To apply Description Logic techniques to the management of metadata to produce a consistent framework for navigating, searching and linking hypermedia resources on the World Wide Web. Integration of a terminology server as a linking service in an open hypermedia system, allowing links to be followed between documents with the same or similar concept descriptors. An investigation of the use of content analysis strategies (such as statistical keyword derivation in texts, citation recognition in academic articles and melodic extraction in audio streams) and domain-specific thesauri, ontology or classification schemes already available, to create metadata for as-yet unclassified documents and the application of content analysis tools to the automatic classification of documents and updating of the core ontology. The result will contribute to ontology-building methodologies [FOIS98].
To build a core ontology for the resources provided by the commercial partners using techniques in 1 and leveraged from ontologies developed for (TAMBIS BIF/05344) and (STARCH GR/L71216) and Getty Images’ own classification scheme. To integrate the various content and metadata management processes within a unified architecture developed in 2, and provide a low-impact WWW user interface. To investigate the benefit of these techniques for classifying and searching WWW resources, authoring new WWW resources and creating new perspectives on existing resources.
The COHSE system, whose architecture is shown in figures 1 and 2, builds on components that are proved in other projects (Southampton’s DLS in [Carr 98] and Manchester’s TeS in [Bechhofer 99; Bullock 98]).
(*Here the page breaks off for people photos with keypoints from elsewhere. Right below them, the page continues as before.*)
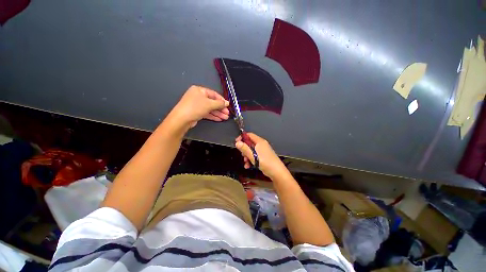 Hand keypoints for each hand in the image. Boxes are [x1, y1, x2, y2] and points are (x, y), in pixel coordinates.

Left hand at [170, 85, 229, 127]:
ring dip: (218, 113)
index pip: (214, 94)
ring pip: (210, 108)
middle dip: (221, 109)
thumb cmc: (195, 107)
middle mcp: (198, 96)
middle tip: (227, 113)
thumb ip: (219, 103)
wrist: (182, 119)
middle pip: (212, 102)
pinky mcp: (196, 112)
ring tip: (225, 118)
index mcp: (199, 90)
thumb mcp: (209, 104)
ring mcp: (197, 105)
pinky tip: (219, 119)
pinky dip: (213, 116)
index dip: (222, 100)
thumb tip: (227, 103)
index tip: (228, 105)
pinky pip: (207, 113)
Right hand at [235, 133, 287, 178]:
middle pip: (250, 143)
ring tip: (246, 162)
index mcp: (260, 142)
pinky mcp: (263, 157)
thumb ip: (244, 149)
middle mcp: (261, 145)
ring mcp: (263, 151)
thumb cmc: (265, 162)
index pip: (249, 135)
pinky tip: (248, 166)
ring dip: (247, 156)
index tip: (237, 143)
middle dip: (244, 149)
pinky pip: (255, 156)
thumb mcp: (253, 155)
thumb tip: (237, 143)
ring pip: (251, 151)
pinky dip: (251, 160)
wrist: (277, 172)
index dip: (242, 137)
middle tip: (242, 155) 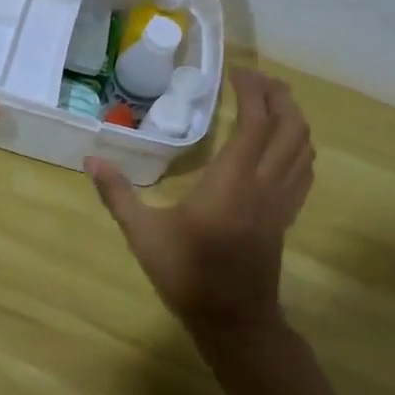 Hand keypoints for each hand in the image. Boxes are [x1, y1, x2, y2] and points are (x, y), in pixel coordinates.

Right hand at [87, 69, 314, 341]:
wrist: (234, 323)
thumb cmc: (188, 275)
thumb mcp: (143, 234)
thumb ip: (117, 194)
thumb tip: (90, 160)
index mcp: (233, 182)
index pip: (255, 122)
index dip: (252, 91)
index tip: (235, 72)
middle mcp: (264, 184)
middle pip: (290, 127)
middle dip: (278, 96)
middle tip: (255, 78)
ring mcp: (281, 201)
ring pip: (303, 147)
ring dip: (292, 117)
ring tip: (270, 101)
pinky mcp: (286, 216)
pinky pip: (304, 170)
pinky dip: (297, 145)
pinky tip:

COHSE consists of the DLRS framework with a set of hypermedia link resolvers including a specialised ‘concept link resolver’ which incorporates the ontology functionality. The main body of the work in this proposal is to discover, store and reason about the metadata associated with collections of documents, and to do so by using TeS-derived software as a module within the enhanced DLRS browsing environment.
Prototype Initial work will be directed at integrating the existing components, allowing the DLS as a simple document linking service to incorporate the facilities of the TeS, and adding extra infrastructure to the TeS to allow it to function in a WWW environment. A new method for hypertext link presentation must be developed to make the ontology appropriately visible.
DLRS Hypermedia Framework The current implementation of the DLS has made the various resolvers either hard-wired as part of the proxy itself, or are spawned as child sub-processes that pre- or post-process the WWW document as it travels through the proxy. This architecture has been sufficient while the processing model has conformed to that of a WWW proxy, i.e. all processing must be achieved synchronously with the delivery of the document. Any delay is a delay in the critical path of document delivery, hence all processing must be relatively light-weight and tightly coupled. A significant part of this proposal is to design and implement a framework to allow more autonomous processing (DLRS), based on query routing techniques [DeRoure 99] in which heavy duty services can be invoked in a controlled manner which is decoupled from the delivery of the document. This will allow complex computation, such as involved with implementing a description logic, to provide added value for document authoring and browsing without impeding the delivery of the core document itself.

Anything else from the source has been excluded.